» TO DO
Repeat the records below verbatim, and do not copy their pictures.

» RECORDS SHOWN
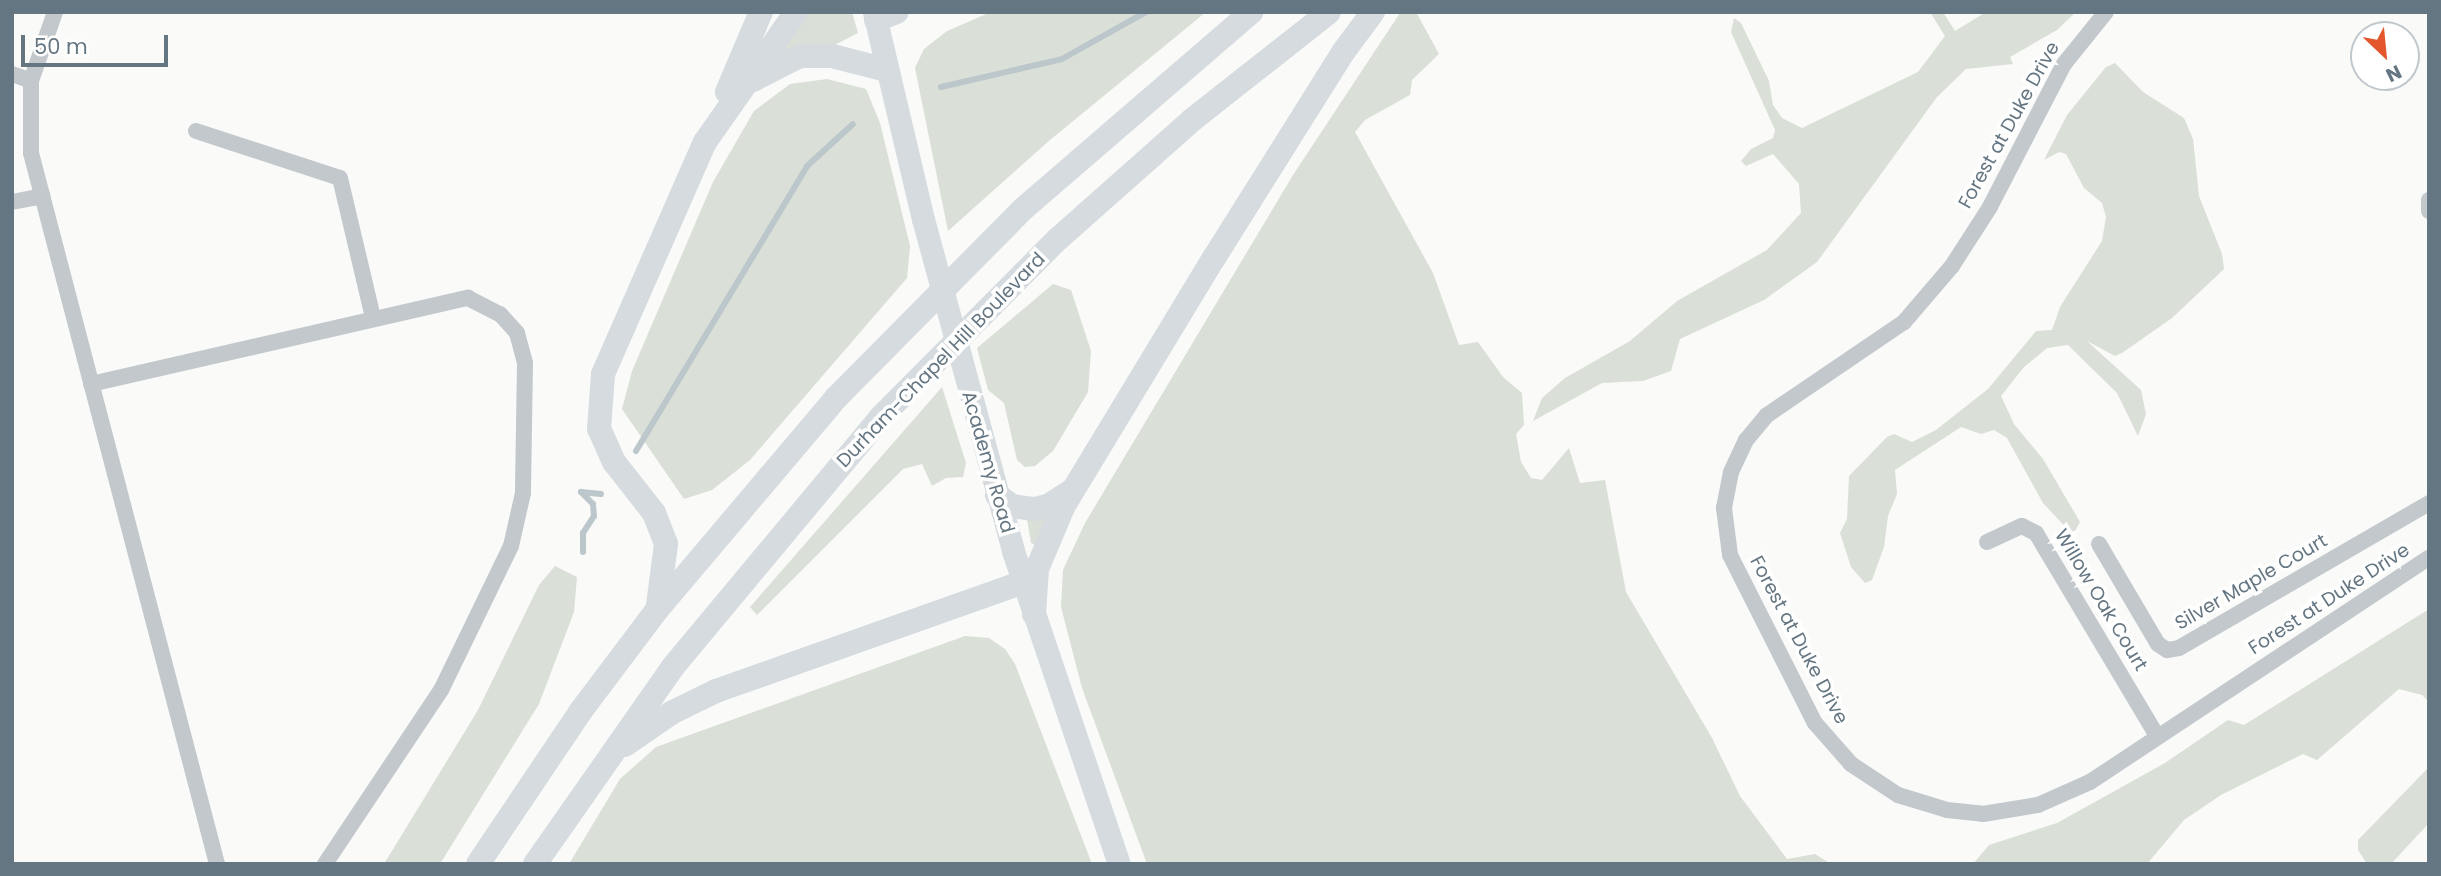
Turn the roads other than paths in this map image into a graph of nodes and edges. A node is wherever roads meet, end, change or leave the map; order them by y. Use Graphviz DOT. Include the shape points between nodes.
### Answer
graph roads {
  1 [pos="55,12"];
  2 [pos="761,12"];
  3 [pos="796,12"];
  4 [pos="1251,12"];
  5 [pos="1329,12"];
  6 [pos="1373,12"];
  7 [pos="2106,12"];
  8 [pos="883,15"];
  9 [pos="887,70"];
  10 [pos="12,74"];
  11 [pos="31,81"];
  12 [pos="746,84"];
  13 [pos="196,131"];
  14 [pos="705,142"];
  15 [pos="42,196"];
  16 [pos="2429,200"];
  17 [pos="12,202"];
  18 [pos="2429,211"];
  19 [pos="373,318"];
  20 [pos="91,384"];
  21 [pos="1073,489"];
  22 [pos="997,495"];
  23 [pos="2429,503"];
  24 [pos="1987,542"];
  25 [pos="2099,544"];
  26 [pos="2429,558"];
  27 [pos="1023,582"];
  28 [pos="656,611"];
  29 [pos="1034,614"];
  30 [pos="2157,736"];
  31 [pos="602,763"];
  32 [pos="217,864"];
  33 [pos="325,864"];
  34 [pos="478,864"];
  35 [pos="535,864"];
  36 [pos="1119,864"];
  1 -- 11 [label="street"];
  2 -- 14 [label="main road"];
  3 -- 12 [label="main road"];
  4 -- 28 [label="main road" via="1104,135 926,303 750,495"];
  5 -- 31 [label="main road, Durham-Chapel Hill Boulevard" via="1192,120 1058,239 881,417 772,544"];
  6 -- 21 [label="main road" via="1322,85"];
  7 -- 30 [label="street, Forest at Duke Drive" via="2064,64 1990,207 1952,266 1916,310 1866,349 1791,395 1755,428 1731,472 1725,524 1730,555 1745,592 1815,723 1851,764 1898,794 1947,810 1983,814 2020,810 2090,782"];
  8 -- 9 [label="main road, Academy Road"];
  9 -- 12 [label="main road" via="832,56 800,56"];
  9 -- 22 [label="main road, Academy Road"];
  10 -- 11 [label="street"];
  11 -- 15 [label="street" via="29,128"];
  12 -- 14 [label="main road"];
  13 -- 19 [label="street" via="340,178"];
  14 -- 28 [label="main road" via="613,344 598,401 597,418 606,444 662,530 666,558"];
  15 -- 17 [label="street"];
  15 -- 20 [label="street"];
  16 -- 18 [label="street"];
  19 -- 20 [label="street"];
  19 -- 33 [label="street" via="468,298 500,314 517,332 526,363 523,493 511,546 441,690"];
  20 -- 32 [label="street"];
  21 -- 22 [label="main road" via="1048,506 1034,509 1012,506"];
  21 -- 29 [label="main road" via="1037,569"];
  22 -- 27 [label="main road, Academy Road"];
  23 -- 25 [label="street, Silver Maple Court" via="2179,648 2167,650 2158,644"];
  24 -- 30 [label="street, Willow Oak Court" via="2022,526 2036,533"];
  26 -- 30 [label="street, Forest at Duke Drive"];
  27 -- 29 [label="main road, Academy Road"];
  27 -- 31 [label="main road" via="716,691 671,713"];
  28 -- 34 [label="main road" via="580,712"];
  29 -- 36 [label="main road, Academy Road"];
  31 -- 35 [label="main road, Durham-Chapel Hill Boulevard"];
}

» RESPONSE BELOW
Turn the roads other than paths in this map image into a graph of nodes and edges. A node is wherever roads meet, end, change or leave the map; order them by y. Use Graphviz DOT. Include the shape points between nodes.
### Answer
graph roads {
  1 [pos="55,12"];
  2 [pos="761,12"];
  3 [pos="796,12"];
  4 [pos="1251,12"];
  5 [pos="1329,12"];
  6 [pos="1373,12"];
  7 [pos="2106,12"];
  8 [pos="883,15"];
  9 [pos="887,70"];
  10 [pos="12,74"];
  11 [pos="31,81"];
  12 [pos="746,84"];
  13 [pos="196,131"];
  14 [pos="705,142"];
  15 [pos="42,196"];
  16 [pos="2429,200"];
  17 [pos="12,202"];
  18 [pos="2429,211"];
  19 [pos="373,318"];
  20 [pos="91,384"];
  21 [pos="1073,489"];
  22 [pos="997,495"];
  23 [pos="2429,503"];
  24 [pos="1987,542"];
  25 [pos="2099,544"];
  26 [pos="2429,558"];
  27 [pos="1023,582"];
  28 [pos="656,611"];
  29 [pos="1034,614"];
  30 [pos="2157,736"];
  31 [pos="602,763"];
  32 [pos="217,864"];
  33 [pos="325,864"];
  34 [pos="478,864"];
  35 [pos="535,864"];
  36 [pos="1119,864"];
  1 -- 11 [label="street"];
  2 -- 14 [label="main road"];
  3 -- 12 [label="main road"];
  4 -- 28 [label="main road" via="1104,135 926,303 750,495"];
  5 -- 31 [label="main road, Durham-Chapel Hill Boulevard" via="1192,120 1058,239 881,417 772,544"];
  6 -- 21 [label="main road" via="1322,85"];
  7 -- 30 [label="street, Forest at Duke Drive" via="2064,64 1990,207 1952,266 1916,310 1866,349 1791,395 1755,428 1731,472 1725,524 1730,555 1745,592 1815,723 1851,764 1898,794 1947,810 1983,814 2020,810 2090,782"];
  8 -- 9 [label="main road, Academy Road"];
  9 -- 12 [label="main road" via="832,56 800,56"];
  9 -- 22 [label="main road, Academy Road"];
  10 -- 11 [label="street"];
  11 -- 15 [label="street" via="29,128"];
  12 -- 14 [label="main road"];
  13 -- 19 [label="street" via="340,178"];
  14 -- 28 [label="main road" via="613,344 598,401 597,418 606,444 662,530 666,558"];
  15 -- 17 [label="street"];
  15 -- 20 [label="street"];
  16 -- 18 [label="street"];
  19 -- 20 [label="street"];
  19 -- 33 [label="street" via="468,298 500,314 517,332 526,363 523,493 511,546 441,690"];
  20 -- 32 [label="street"];
  21 -- 22 [label="main road" via="1048,506 1034,509 1012,506"];
  21 -- 29 [label="main road" via="1037,569"];
  22 -- 27 [label="main road, Academy Road"];
  23 -- 25 [label="street, Silver Maple Court" via="2179,648 2167,650 2158,644"];
  24 -- 30 [label="street, Willow Oak Court" via="2022,526 2036,533"];
  26 -- 30 [label="street, Forest at Duke Drive"];
  27 -- 29 [label="main road, Academy Road"];
  27 -- 31 [label="main road" via="716,691 671,713"];
  28 -- 34 [label="main road" via="580,712"];
  29 -- 36 [label="main road, Academy Road"];
  31 -- 35 [label="main road, Durham-Chapel Hill Boulevard"];
}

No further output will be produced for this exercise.